The JASSM and the French-made Storm Shadow allow non-stealth jets to attack targets beyond the range of air defenses, 500 miles in the case of the JASSM. The cruise missiles themselves are “low observable,” making it difficult for air defenses to see and track.

Russian officials had earlier vowed to shoot any missiles out of the sky, a threat they did not follow through on. “We do not have any indication that any Russia air defense systems were employed,” said McKenzie.

Largely absent from the firefight was the dreaded Russian S-400 anti-aircraft radar and missiles, the later of which have a range of more than 250 km. The presence of the weapon had been a concern for the U.S. forces, and likely accounted for the use of the EA-6B electronic warfare jet.

“The Russians have used Syria to operationally test their systems and see how they operate. If you look back over time and look at the different strikes that they’ve done, they’ve gone and used Syria as an opportunity to see how well their systems are working. From a cyber and electronic attack perspective, we watch that stuff.” Lt. Gen. Jeffrey Harrigan said at an Air Force event in September.
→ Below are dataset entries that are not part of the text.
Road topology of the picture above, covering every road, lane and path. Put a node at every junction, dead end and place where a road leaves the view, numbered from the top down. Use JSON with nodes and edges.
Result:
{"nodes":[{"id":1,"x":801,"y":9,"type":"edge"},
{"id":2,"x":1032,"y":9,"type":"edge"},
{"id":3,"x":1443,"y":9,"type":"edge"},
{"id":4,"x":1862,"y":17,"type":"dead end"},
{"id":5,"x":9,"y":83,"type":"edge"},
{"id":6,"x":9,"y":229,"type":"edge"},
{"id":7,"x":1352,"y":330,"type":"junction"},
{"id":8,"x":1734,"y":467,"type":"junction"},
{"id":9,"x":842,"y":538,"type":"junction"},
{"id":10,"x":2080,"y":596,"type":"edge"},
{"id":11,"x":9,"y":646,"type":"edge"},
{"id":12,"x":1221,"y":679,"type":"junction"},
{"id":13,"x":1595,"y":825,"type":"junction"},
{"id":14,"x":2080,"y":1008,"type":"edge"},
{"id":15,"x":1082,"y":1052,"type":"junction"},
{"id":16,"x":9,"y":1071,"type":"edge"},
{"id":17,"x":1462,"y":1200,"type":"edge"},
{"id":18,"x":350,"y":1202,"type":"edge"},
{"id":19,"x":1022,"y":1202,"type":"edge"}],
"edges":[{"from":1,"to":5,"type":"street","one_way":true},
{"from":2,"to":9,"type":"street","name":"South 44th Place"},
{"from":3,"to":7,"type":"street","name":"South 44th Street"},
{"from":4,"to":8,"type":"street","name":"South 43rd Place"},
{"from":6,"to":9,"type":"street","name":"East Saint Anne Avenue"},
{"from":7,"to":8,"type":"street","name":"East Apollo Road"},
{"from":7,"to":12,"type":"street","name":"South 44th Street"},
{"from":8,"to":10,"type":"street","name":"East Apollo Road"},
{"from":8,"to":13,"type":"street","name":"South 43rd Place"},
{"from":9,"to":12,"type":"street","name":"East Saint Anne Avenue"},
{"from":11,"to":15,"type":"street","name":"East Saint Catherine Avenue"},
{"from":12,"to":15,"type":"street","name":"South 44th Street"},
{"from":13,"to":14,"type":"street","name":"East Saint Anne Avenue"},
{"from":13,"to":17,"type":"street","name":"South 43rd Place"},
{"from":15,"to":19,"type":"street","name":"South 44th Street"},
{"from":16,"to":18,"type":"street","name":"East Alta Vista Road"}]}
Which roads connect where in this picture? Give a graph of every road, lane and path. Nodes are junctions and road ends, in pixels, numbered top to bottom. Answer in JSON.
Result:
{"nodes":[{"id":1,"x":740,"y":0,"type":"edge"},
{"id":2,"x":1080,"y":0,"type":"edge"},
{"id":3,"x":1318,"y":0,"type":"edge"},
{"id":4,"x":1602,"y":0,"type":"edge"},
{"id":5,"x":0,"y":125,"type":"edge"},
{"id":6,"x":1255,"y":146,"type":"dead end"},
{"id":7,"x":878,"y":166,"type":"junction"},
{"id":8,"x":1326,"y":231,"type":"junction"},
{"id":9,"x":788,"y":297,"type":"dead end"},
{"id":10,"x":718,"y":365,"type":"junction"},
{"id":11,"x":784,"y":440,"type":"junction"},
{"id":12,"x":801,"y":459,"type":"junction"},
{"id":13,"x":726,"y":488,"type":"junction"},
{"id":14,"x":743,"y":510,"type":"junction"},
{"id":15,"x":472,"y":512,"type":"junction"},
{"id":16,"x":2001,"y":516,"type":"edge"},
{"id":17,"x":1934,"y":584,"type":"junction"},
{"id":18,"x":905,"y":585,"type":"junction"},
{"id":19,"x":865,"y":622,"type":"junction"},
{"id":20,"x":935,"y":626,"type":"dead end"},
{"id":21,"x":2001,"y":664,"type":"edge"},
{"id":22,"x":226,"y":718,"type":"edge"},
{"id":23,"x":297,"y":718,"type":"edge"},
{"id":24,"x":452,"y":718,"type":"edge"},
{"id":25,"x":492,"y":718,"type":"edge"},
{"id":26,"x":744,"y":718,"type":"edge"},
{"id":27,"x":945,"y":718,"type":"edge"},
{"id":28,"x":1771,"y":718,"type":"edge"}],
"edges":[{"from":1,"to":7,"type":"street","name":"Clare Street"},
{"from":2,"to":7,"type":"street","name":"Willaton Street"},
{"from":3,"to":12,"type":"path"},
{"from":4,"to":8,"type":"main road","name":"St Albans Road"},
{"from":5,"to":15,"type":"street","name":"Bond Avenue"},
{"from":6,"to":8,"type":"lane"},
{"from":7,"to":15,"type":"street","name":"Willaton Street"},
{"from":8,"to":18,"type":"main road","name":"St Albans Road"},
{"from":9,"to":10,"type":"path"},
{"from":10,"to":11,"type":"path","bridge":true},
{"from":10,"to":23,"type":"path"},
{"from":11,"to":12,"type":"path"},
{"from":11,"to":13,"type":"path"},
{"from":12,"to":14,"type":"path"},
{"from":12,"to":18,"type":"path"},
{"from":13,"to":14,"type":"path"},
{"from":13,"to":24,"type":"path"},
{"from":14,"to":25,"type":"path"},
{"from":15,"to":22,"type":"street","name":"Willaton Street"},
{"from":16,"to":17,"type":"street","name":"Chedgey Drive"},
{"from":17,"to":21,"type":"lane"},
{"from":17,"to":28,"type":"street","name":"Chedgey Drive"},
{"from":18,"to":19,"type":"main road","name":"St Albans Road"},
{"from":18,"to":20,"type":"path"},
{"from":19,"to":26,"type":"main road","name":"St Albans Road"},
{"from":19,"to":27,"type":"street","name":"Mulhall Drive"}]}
When asked how the S-400 affected his choice to use certain planes over others, Harrigan said, “‘Those capabilities were part of the equation that I have to think through... We are consistently monitoring them to see if something changes their intent because we have to manage that and respond quickly… We look at it everyday. It’s an every day discussion to make sure our force can manage that risk.”

McKenzie did not say whether or not the S-400 radars were turned off on Saturday morning, only that its batteries did not fire on the attacking jets. Asked whether Russian or Syrian forces used electronic warfare or cyber measures against coalition forces, McKenzie answered only, “The Syrian response was remarkably ineffective in all domains. That’s the best answer I can give you.”

Marcus Weisgerber contributed to this report.